His is one of the works in which blank verse seems properly used. Thomson’s wide expansion of general views, and his enumeration of circumstantial varieties, would have been obstructed and embarrassed by the frequent intersection of the sense, which are the necessary effects of rhyme.
His descriptions of extended scenes and general effects bring before us the whole magnificence of nature, whether pleasing or dreadful. The gaiety of spring, the splendour of summer, the tranquillity of autumn, and the horrour of winter, take, in their turns, possession of the mind. The poet leads us through the appearances of things as they are successively varied by the vicissitudes of the year, and imparts to us so much of his own enthusiasm, that our thoughts expand with his imagery, and kindle with his sentiments. Nor is the naturalist without his part in the entertainment; for he is assisted to recollect and to combine, to arrange his discoveries, and to amplify the sphere of his contemplation.
The great defect of the Seasons is want of method; but for this I know not that there was any remedy. Of many appearances subsisting all at once, no rule can be given why one should be mentioned before another; yet the memory wants the help of order, and the curiosity is not excited by suspense or expectation.
His diction is in the highest degree florid and luxuriant, such as may be said to be to his images and thoughts, “both their lustre and their shade:” such as invest them with splendour, through which, perhaps, they are not always easily discerned. It is too exuberant, and sometimes may be charged with filling the ear more than the mind.
These poems, with which I was acquainted at their first appearance, I have since found altered and enlarged b
y subsequent revisals, as the author supposed his judgment to grow more exact, and as books or conversation extended his knowledge and opened his prospects. They are, I think, improved in general; yet I know not whether they have not lost part of what Temple calls their “race;” a word which, applied to wines, in its primitive sense, means the flavour of the soil.

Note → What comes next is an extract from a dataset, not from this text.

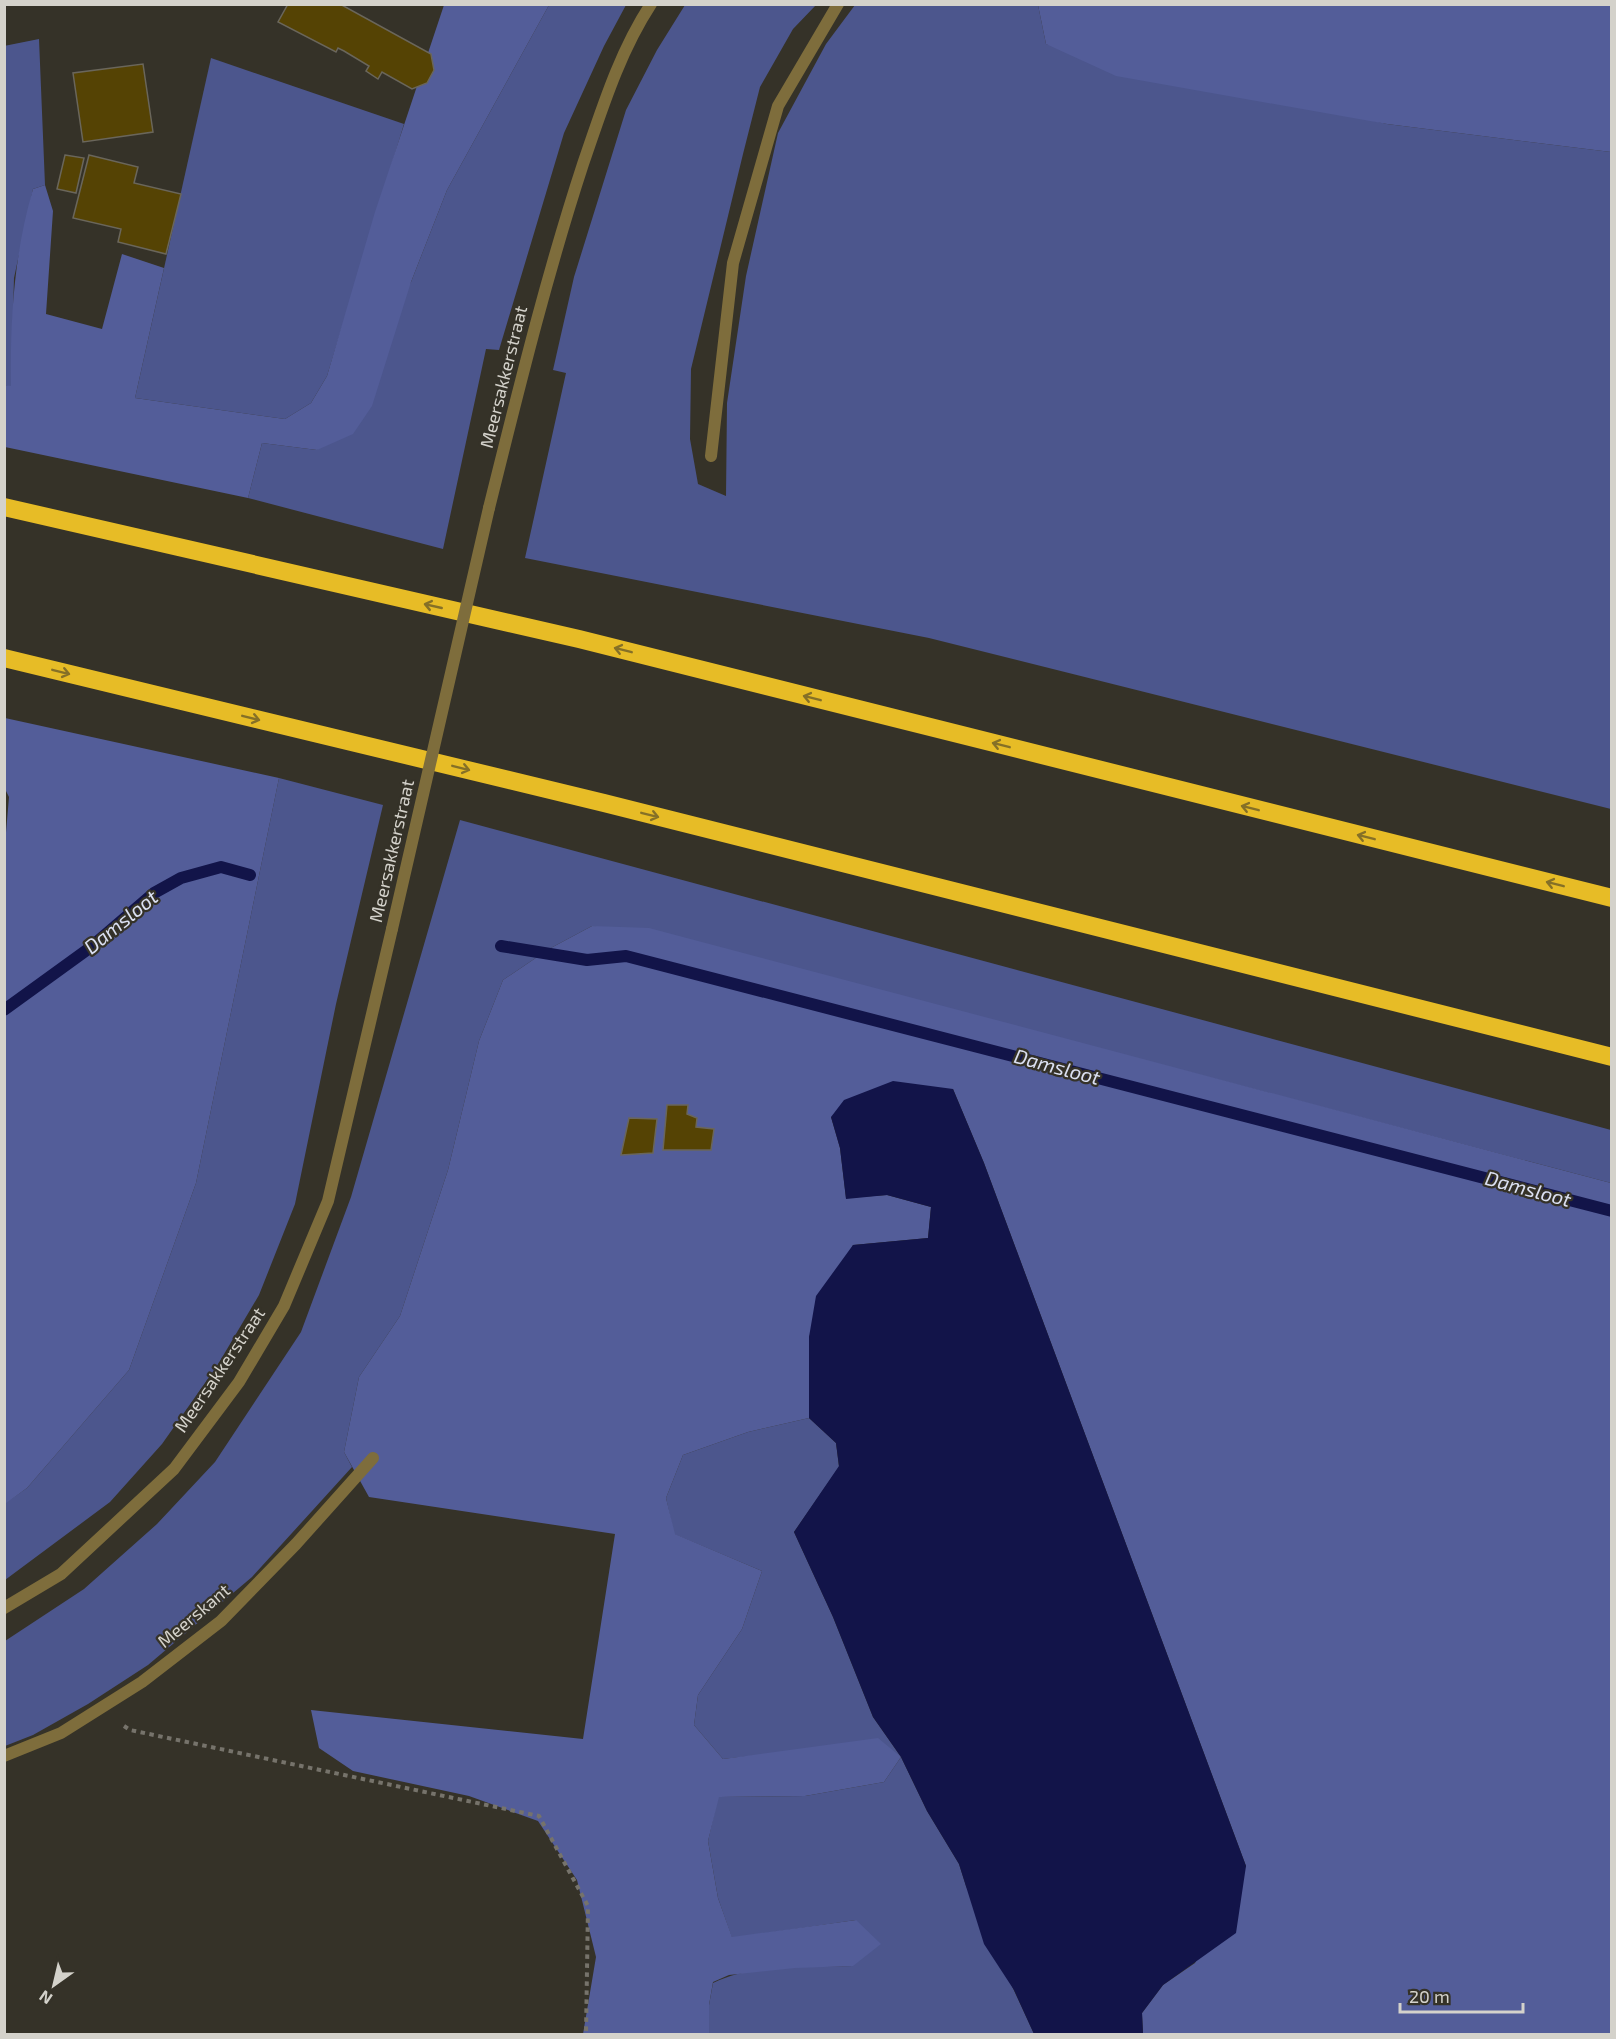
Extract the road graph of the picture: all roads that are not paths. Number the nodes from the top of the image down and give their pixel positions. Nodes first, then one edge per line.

Liberty, when it first appeared, I tried to read, and soon desisted. I have never tried again, and, therefore, will not hazard either praise or censure.
The highest praise which he has received ought not to be suppressed; it is said by lord Lyttelton, in the prologue to his posthumous play, that his works contained
No line which, dying, he could wish to blot.
WATTS.
The poems of Dr. Watts were, by my recommendation, inserted in the late collection; the readers of which are to impute to me whatever pleasure or weariness they may find in the perusal of Blackmore, Watts, Pomfret, and Yalden.
Isaac Watts was born July 17, 1674, at Southampton, where his father, of the same name, kept a boarding-school for young gentlemen, though common report makes him a shoemaker. He appears, from the narrative of Dr. Gibbons, to have been neither indigent nor illiterate.
Isaac, the eldest of nine children, was given to books from his infancy; and began, we are told, to learn Latin when he was four years old, I suppose, at home. He was afterwards taught Latin, Greek, and Hebrew, by Mr. Pinhorn, a clergyman, master of the free-school at Southampton, to whom the gratitude of his scholar afterwards inscribed a Latin ode.
His proficiency at school was so conspicuous, that a subscription was proposed for his support at the university; but he declared his resolution of taking his lot with the dissenters. Such he was as every Christian church would rejoice to have adopted.